PANTAS DIDUKUNG : Gusti Moeng yang menginisiasi hadirnya Lembaga Dewan Adat untuk menyelamatkan Keraton Mataram Surakarta dari ”kehancuran”, bagi KRT Hendri Rosyad Wrekso Puspito sudah tepat dan pantas didukung. Karena, lembaga berbadan hukum sangat dibutuhkan keraton untuk mengawal dan melindungi upaya pelestarian budaya dan keraton. (foto : iMNews.id/Won Poerwono)

Penjelasan Gusti Moeng itu, tentu berdasar pada fakta bahwa Keraton Mataram Surakarta sangat membutuhkan sebuah lembaga yang punya payung hukum legal formal, seperti yang dimilki Lembaga Dewan Adat. Karena, tidak mungkin figur Sinuhun Paku Buwono melakukan hubungan kesepakatan/perjanjian dengan pihak lain, karena tidak memiliki legal standing berbadan hukum. Sementara itu, lembaga Keraton Mataram Surakarta, tidak mungkin dijadikan perseroan terbatas (PT) yang selama ini diasumsikan sebagai badan hukum untuk sebuah usaha atau perusahaan.

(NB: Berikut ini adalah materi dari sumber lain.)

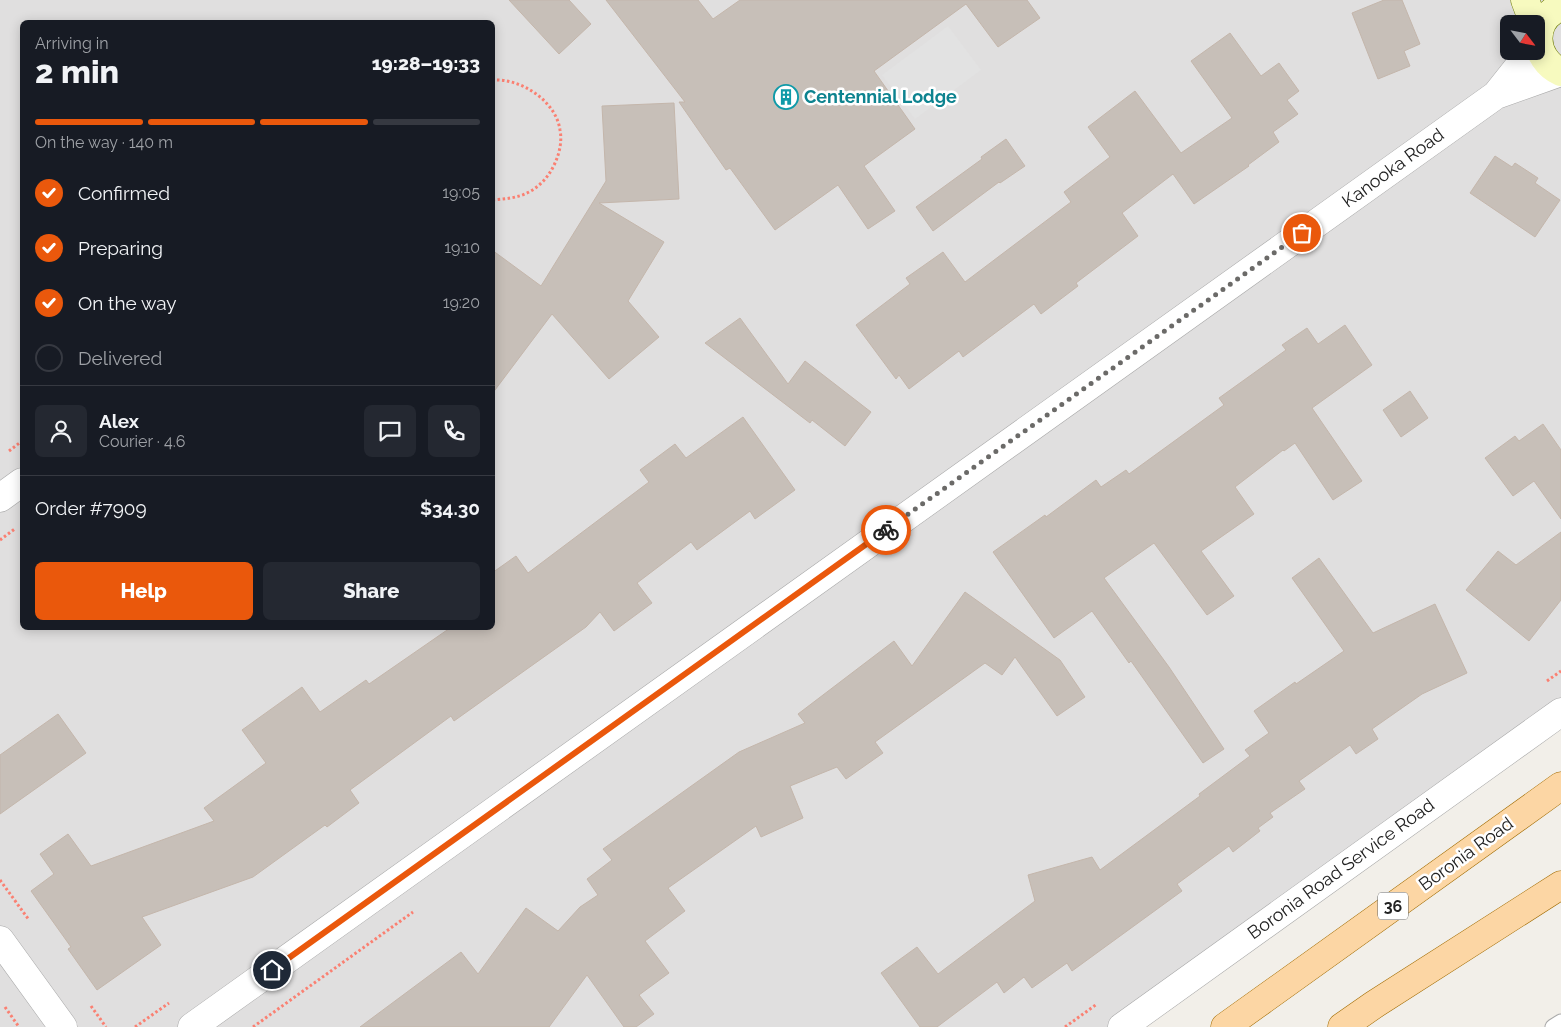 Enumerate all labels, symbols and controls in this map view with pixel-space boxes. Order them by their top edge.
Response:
north arrow [1500,15,1545,60]
map controls [1500,15,1545,60]
text: Arriving in [35,34,109,53]
text: 19:28–19:33 [372,52,480,74]
text: 2 min [35,53,119,90]
building icon: Centennial Lodge [773,84,799,110]
place label: Centennial Lodge [804,86,957,107]
street label: Kanooka Road [1338,124,1448,211]
text: On the way · 140 m [35,133,173,152]
icon: check [35,179,63,207]
text: Confirmed [78,182,170,204]
text: 19:05 [442,183,480,202]
pin [1281,212,1323,254]
icon: bag [1288,219,1316,247]
icon: check [35,234,63,262]
text: Preparing [78,237,163,259]
text: 19:10 [444,238,480,257]
icon: check [35,289,63,317]
text: On the way [78,292,177,314]
text: 19:20 [443,293,480,312]
text: Delivered [78,347,162,369]
button: person [35,405,87,457]
button: chat [364,405,416,457]
button: phone [428,405,480,457]
text: Alex [99,410,139,432]
text: Courier · 4.6 [99,432,185,451]
text: Order #7909 [35,497,147,519]
text: $34.30 [420,497,480,519]
courier [861,505,911,555]
icon: bike [872,516,900,544]
button: Help [35,562,253,620]
button: Share [263,562,480,620]
street label: Boronia Road Service Road [1243,794,1438,943]
street label: Boronia Road [1414,812,1517,895]
road number: 36 [1378,892,1408,919]
pin [251,949,293,991]
icon: home [258,956,286,984] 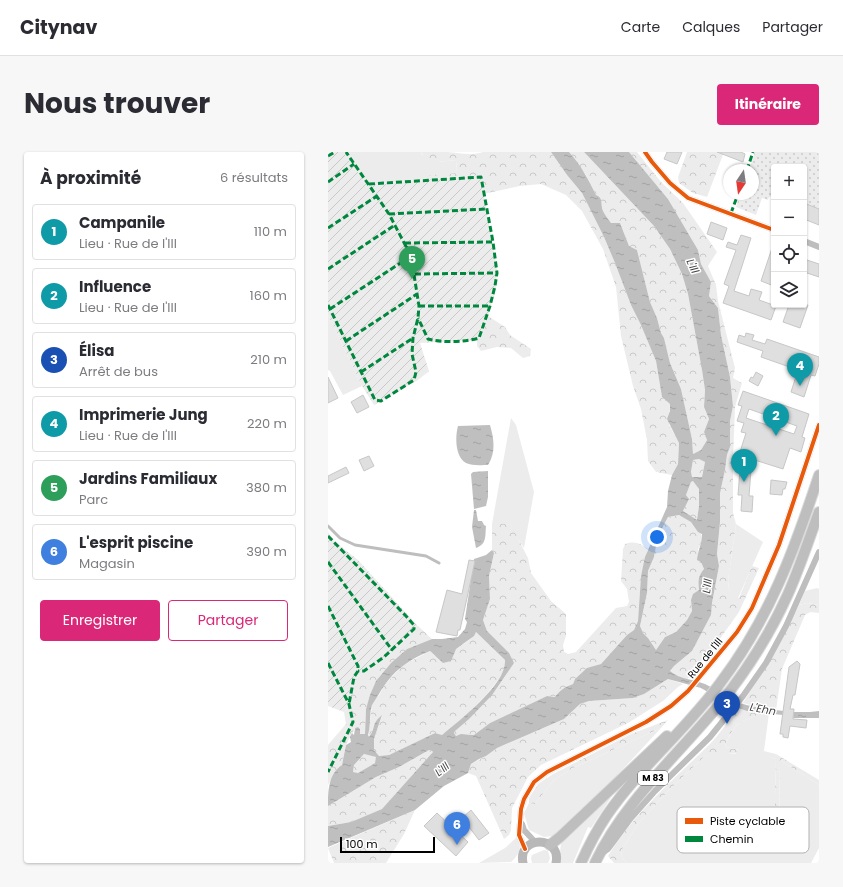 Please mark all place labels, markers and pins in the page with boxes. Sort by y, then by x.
pin: 5 [399,246,425,279]
pin: 4 [787,353,813,386]
pin: 2 [763,403,789,436]
pin: 1 [731,449,757,482]
pin: 3 [714,691,740,724]
pin: 6 [444,812,470,845] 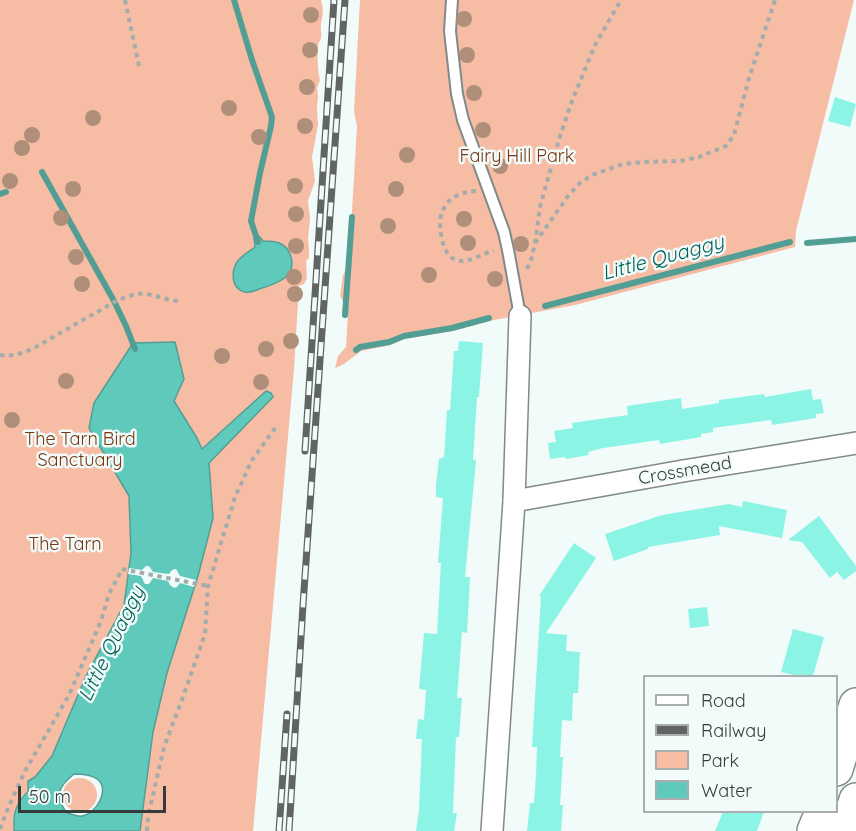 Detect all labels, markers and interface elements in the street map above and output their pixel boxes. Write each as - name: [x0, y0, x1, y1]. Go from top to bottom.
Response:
- park label: Fairy Hill Park: [460, 146, 574, 168]
- water label: Little Quaggy: [600, 230, 726, 286]
- park label: The Tarn Bird Sanctuary: [24, 429, 136, 472]
- street label: Crossmead: [637, 452, 733, 490]
- park label: The Tarn: [28, 534, 102, 556]
- water label: Little Quaggy: [74, 583, 150, 705]
- legend: [643, 675, 838, 813]
- text: Road: [701, 689, 746, 712]
- text: Railway: [701, 719, 767, 742]
- text: Park: [701, 749, 739, 772]
- scale bar: [21, 774, 170, 812]
- text: Water: [701, 779, 752, 802]
- text: 50 m: [29, 785, 71, 808] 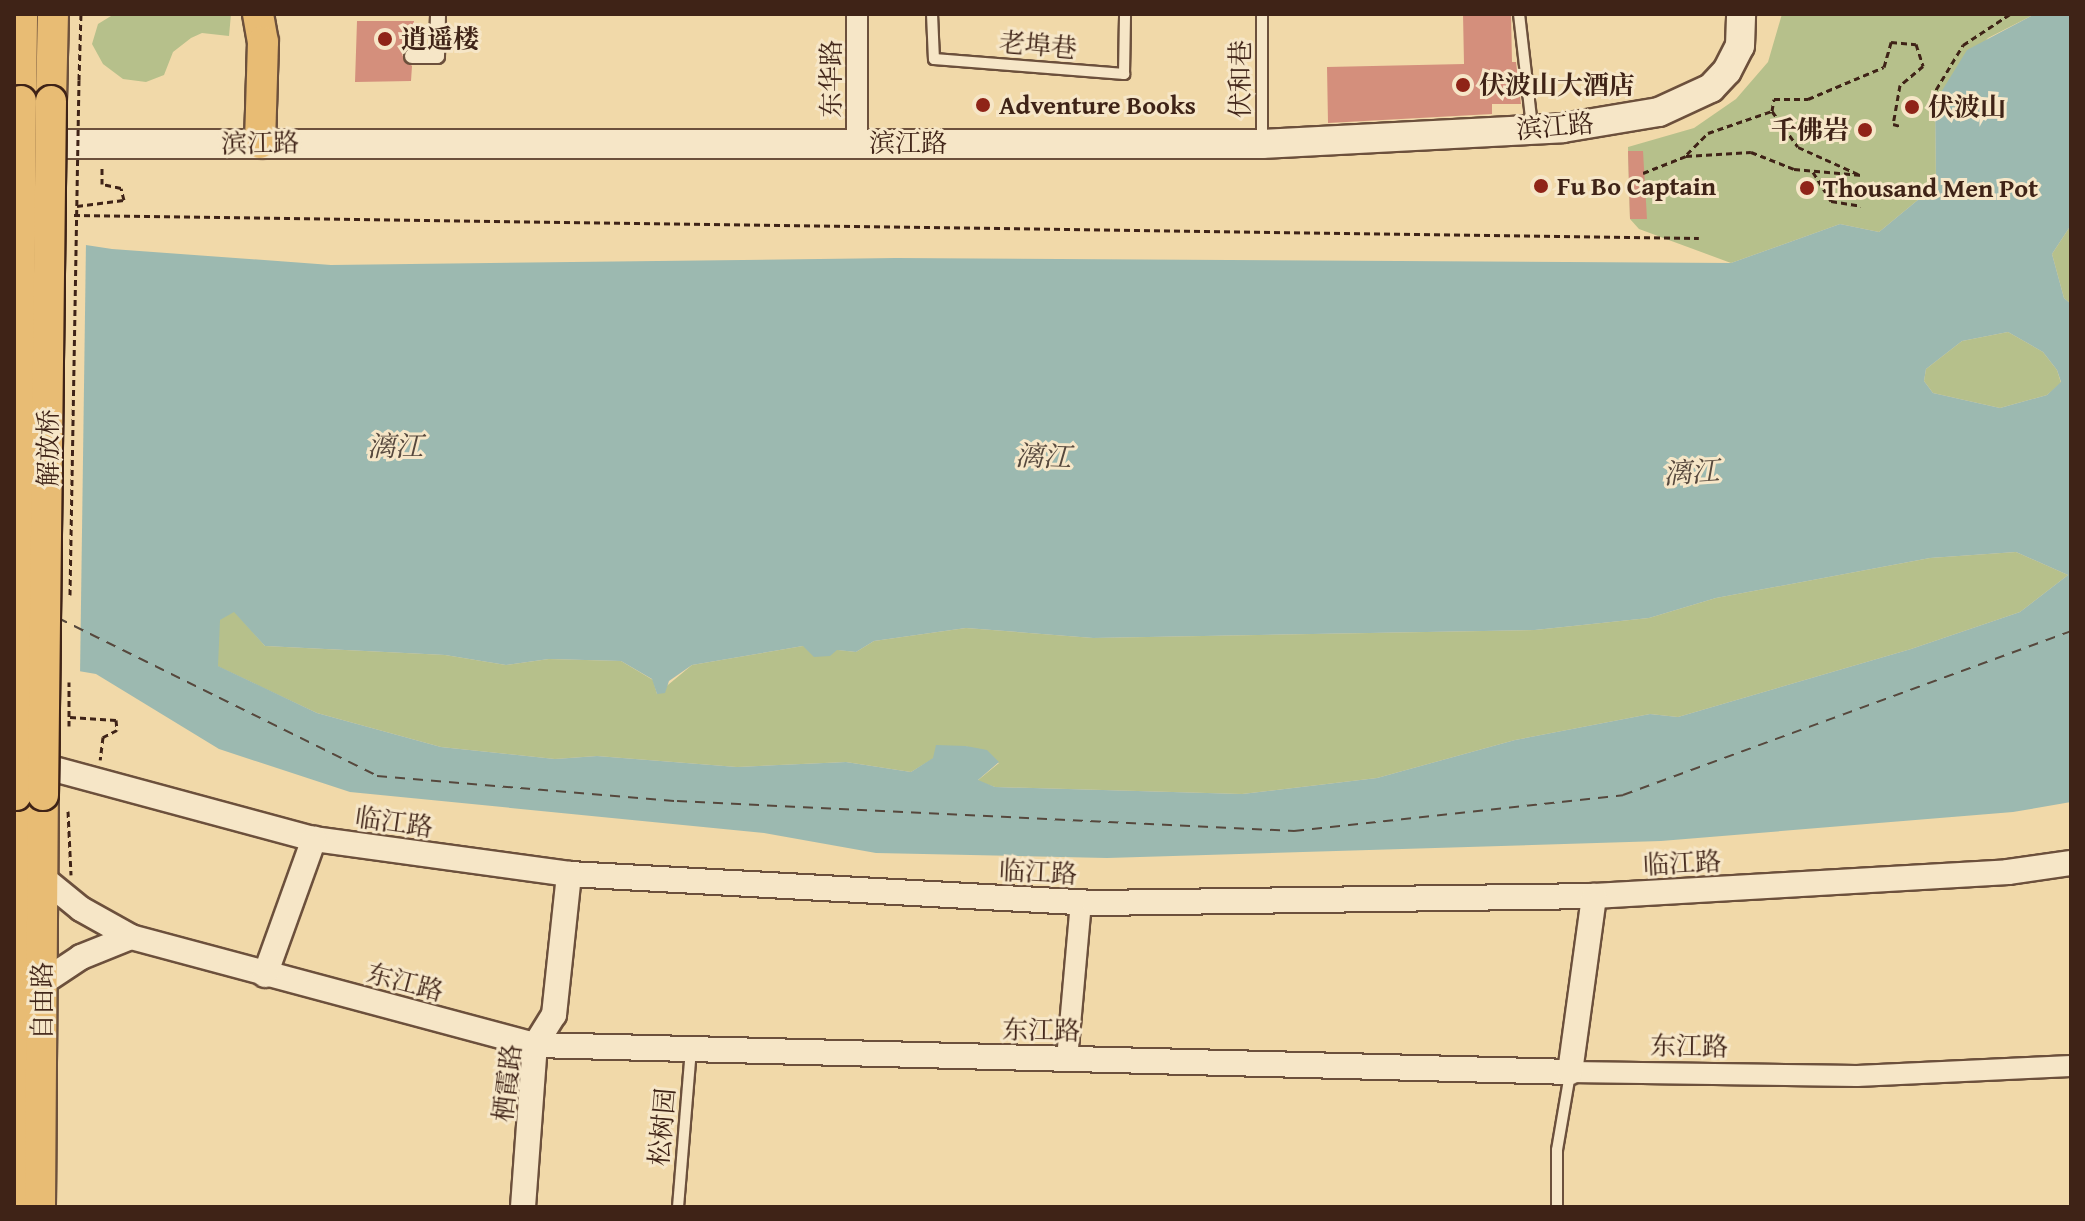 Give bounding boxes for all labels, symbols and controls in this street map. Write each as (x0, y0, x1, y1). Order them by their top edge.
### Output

Hadirnya LDA Keraton (Mataram) Surakarta adalah payung hukum besar bagi Keraton (Mataram) Surakarta dengan segala aset dinasti dan elemen-elemen yang ada di dalam masyarakat adat yang melegitimasi keraton. LDA menjadi tuntutan untuk memperkuat eksistensi kelembagaan masyarakat keraton dengan struktur kelembagaan adat di dalamnya, dengan segala aktivitas adat yang dijalankan sesuai ”konstitusi” paugeran adat.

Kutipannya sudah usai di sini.